Jeremy, who continues to organise the support group with the help of volunteer Lesley Ronson, said: “We have lost many people from the group over the past five years.

“A number of them had children and wives and friends who are deeply upset by what has happened, so any support we can provide is a good thing.

“The thing about cancer is it’s not just about the patient. It’s about the family too.

“They don’t tell you how to deal with a depressed family member or what to do when your kids are devastated, seeing you in bed with the effects of chemotherapy. That’s what the group is for.

“Lee was a unique character. He did tai chi to a high level and he was the one who got us meditation sessions at the group, which we still do today.”

Jeremy was diagnosed with acute myeloid leukaemia in August 2012 after complaining to his doctor of feeling drained.

Tiredness is one of the telltale symptoms of leukaemia, along with joint pain, swollen lymph nodes, weight loss, abdomen pain, and bleeding and bruising easily.

Survival rate in the UK has more than quadrupled in the last 40 years, according to Cancer Research, with 46 per cent of leukaemia patients going on to live for 10 years or more.

Still, 4,712 people in the UK lost their lives to the disease in 2016.

Jeremy said: “I had four bouts of chemotherapy over a year, and this was happily well-received, and I have been in remission ever since.

“With the way cancer is, it’s not just about how you cope with the treatment – it’s how you keep living with it, trying to be normal while dealing with all the trauma that is associated with the illness you have.

“One of the problems is there aren’t enough support groups available.

“Blackpool has one of the very few support groups in the county.

“We are a Blackpool and Fylde coast group, but we see people fromall over Lancashire.

“It provides a warm and welcoming meeting place for people to share their thoughts and their problems with people who have been in a similar position.”
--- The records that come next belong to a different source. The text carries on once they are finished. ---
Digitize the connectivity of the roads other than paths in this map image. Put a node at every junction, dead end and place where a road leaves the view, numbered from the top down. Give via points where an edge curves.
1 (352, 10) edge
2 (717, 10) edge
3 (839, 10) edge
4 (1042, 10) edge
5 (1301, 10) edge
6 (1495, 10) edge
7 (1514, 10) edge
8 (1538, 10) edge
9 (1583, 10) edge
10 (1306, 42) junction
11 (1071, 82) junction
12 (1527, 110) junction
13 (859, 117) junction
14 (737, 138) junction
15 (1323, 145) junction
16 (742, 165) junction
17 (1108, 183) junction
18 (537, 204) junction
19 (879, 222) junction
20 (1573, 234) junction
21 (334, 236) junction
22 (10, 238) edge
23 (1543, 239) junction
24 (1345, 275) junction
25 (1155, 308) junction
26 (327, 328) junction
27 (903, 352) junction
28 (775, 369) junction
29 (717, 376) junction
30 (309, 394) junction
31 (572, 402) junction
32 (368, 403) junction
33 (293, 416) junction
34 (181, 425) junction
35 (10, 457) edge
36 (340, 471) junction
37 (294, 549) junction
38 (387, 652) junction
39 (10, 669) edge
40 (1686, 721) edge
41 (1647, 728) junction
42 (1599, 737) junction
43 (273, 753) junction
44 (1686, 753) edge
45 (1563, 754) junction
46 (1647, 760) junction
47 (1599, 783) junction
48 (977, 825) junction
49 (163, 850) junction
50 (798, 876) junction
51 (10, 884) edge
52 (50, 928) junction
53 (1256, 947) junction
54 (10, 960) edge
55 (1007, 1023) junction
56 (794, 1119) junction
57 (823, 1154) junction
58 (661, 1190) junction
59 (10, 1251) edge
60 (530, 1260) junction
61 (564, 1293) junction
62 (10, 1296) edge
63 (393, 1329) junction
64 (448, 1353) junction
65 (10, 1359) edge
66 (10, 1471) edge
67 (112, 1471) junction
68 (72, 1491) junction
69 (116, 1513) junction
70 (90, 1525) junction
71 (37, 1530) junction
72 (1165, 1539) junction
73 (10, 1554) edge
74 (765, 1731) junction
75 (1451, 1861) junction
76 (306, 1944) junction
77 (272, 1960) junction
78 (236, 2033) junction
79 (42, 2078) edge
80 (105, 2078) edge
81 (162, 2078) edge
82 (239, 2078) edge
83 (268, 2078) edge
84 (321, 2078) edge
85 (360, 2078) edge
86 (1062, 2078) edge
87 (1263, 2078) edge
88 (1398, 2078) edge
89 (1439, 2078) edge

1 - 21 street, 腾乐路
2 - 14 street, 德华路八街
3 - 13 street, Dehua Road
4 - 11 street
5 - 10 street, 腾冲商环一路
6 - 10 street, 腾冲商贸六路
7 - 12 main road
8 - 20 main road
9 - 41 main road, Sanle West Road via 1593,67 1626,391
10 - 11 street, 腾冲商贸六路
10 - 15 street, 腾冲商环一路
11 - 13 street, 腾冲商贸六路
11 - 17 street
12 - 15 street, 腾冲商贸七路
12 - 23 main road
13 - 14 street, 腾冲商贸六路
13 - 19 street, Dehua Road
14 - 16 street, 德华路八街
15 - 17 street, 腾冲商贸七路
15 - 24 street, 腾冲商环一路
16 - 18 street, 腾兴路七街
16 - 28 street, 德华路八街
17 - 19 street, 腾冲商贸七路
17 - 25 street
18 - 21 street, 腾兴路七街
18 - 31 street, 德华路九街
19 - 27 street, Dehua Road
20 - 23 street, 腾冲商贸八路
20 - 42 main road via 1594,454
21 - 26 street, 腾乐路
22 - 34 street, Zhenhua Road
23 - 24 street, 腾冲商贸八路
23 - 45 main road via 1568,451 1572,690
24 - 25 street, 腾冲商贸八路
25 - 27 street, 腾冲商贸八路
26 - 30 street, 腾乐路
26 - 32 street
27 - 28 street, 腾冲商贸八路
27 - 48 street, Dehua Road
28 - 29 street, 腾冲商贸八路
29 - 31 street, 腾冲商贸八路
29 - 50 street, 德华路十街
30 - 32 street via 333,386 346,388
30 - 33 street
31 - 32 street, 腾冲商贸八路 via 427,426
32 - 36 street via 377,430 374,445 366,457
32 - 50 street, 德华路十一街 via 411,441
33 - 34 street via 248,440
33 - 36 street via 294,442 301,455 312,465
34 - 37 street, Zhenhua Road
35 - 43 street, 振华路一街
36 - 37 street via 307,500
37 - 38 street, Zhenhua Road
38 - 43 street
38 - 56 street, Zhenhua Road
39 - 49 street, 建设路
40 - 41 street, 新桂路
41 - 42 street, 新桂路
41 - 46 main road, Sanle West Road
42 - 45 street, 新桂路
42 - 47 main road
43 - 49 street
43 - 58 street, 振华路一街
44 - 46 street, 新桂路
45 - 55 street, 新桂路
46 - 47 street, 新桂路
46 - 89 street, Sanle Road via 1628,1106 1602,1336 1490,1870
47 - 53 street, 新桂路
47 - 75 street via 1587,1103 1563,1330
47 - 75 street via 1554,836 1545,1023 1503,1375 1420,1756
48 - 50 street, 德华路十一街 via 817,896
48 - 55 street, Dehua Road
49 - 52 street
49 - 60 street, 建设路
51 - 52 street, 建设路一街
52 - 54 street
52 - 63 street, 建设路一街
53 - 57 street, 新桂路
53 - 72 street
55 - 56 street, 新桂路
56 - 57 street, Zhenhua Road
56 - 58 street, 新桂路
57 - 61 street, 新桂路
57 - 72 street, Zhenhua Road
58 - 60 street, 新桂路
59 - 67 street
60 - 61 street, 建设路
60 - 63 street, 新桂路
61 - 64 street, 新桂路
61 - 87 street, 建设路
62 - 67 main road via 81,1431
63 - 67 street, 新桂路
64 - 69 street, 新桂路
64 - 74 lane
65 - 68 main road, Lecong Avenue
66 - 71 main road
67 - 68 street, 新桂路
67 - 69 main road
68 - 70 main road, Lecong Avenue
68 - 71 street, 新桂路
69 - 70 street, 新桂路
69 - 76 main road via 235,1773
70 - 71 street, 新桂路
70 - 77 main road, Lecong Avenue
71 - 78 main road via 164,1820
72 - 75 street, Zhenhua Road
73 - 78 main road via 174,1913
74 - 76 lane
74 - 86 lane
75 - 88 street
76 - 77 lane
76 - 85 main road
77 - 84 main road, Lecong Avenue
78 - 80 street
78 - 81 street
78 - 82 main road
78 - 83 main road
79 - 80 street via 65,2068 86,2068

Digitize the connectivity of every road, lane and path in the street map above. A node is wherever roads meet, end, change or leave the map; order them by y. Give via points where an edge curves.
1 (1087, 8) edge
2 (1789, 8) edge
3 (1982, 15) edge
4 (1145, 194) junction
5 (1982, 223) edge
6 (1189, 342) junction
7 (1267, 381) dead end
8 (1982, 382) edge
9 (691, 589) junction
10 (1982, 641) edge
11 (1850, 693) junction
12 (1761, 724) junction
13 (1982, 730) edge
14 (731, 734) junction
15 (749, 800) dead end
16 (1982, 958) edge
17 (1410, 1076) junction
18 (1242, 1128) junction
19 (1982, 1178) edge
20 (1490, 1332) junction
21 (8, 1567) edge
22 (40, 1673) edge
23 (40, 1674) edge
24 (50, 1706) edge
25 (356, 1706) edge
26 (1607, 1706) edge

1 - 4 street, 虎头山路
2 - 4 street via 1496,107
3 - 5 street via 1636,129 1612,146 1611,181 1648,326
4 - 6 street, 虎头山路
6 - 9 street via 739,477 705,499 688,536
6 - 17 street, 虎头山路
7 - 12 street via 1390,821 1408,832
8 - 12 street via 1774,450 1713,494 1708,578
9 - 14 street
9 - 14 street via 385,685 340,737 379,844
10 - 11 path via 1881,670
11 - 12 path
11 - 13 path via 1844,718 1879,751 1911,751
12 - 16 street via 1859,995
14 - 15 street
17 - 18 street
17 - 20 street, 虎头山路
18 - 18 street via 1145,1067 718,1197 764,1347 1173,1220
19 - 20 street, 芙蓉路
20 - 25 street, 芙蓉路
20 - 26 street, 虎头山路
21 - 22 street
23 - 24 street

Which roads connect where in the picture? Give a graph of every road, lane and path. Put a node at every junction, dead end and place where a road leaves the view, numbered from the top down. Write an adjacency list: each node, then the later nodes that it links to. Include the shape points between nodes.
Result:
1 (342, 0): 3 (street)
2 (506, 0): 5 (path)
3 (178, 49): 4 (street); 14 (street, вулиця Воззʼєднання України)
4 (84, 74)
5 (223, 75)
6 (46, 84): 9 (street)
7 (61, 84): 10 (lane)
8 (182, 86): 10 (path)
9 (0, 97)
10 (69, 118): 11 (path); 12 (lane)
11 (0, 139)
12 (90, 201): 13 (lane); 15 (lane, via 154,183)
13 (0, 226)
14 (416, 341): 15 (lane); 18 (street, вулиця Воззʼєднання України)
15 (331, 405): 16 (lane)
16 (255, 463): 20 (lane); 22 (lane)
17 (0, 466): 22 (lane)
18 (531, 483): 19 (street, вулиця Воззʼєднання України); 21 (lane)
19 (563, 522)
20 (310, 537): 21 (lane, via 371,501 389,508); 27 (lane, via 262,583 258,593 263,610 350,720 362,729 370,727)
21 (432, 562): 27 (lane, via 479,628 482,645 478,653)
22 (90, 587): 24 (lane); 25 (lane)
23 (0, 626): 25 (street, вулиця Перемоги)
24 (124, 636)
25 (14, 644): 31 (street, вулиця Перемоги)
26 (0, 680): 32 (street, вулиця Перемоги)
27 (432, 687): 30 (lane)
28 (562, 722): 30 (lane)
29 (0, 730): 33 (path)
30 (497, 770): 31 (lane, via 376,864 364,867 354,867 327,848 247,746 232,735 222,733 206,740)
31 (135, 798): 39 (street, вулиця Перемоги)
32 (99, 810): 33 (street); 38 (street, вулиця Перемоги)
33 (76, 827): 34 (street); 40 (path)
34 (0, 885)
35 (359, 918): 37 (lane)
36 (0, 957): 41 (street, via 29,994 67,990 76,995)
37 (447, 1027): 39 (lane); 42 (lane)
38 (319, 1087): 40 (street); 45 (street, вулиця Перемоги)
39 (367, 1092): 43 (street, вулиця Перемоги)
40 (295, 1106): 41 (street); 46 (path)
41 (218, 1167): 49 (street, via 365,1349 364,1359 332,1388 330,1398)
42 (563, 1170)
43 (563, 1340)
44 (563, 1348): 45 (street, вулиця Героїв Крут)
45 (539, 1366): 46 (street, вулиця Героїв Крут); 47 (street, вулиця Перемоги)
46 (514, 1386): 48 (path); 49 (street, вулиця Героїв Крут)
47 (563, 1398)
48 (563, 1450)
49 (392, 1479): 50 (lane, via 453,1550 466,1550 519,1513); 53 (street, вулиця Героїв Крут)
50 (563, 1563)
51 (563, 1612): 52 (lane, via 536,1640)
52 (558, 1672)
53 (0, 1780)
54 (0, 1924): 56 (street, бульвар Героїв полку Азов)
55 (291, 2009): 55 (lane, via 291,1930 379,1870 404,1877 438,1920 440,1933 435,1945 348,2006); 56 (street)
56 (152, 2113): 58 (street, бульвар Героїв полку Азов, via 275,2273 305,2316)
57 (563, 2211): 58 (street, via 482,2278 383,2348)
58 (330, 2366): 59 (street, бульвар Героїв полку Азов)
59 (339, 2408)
The support group will celebrate its birthday at Blackpool Victoria Hospital on Wednesday at 7pm, and a donation will be made to the hospital’s haematology unit.

Jeremy said: “We have had over the past five years a large number of people. It has got to be hundreds.

“Most of us have been treated on that ward at some point and we are very grateful for the care we have received over the years.”

The leukaemia support group, led by Jeremy Baugh and Lee Davis-Conchie, meets at the Macmillan Unit at Blackpool Vic at 7pm on the third Wednesday of every month. It is free to attend for cancer patients and their families.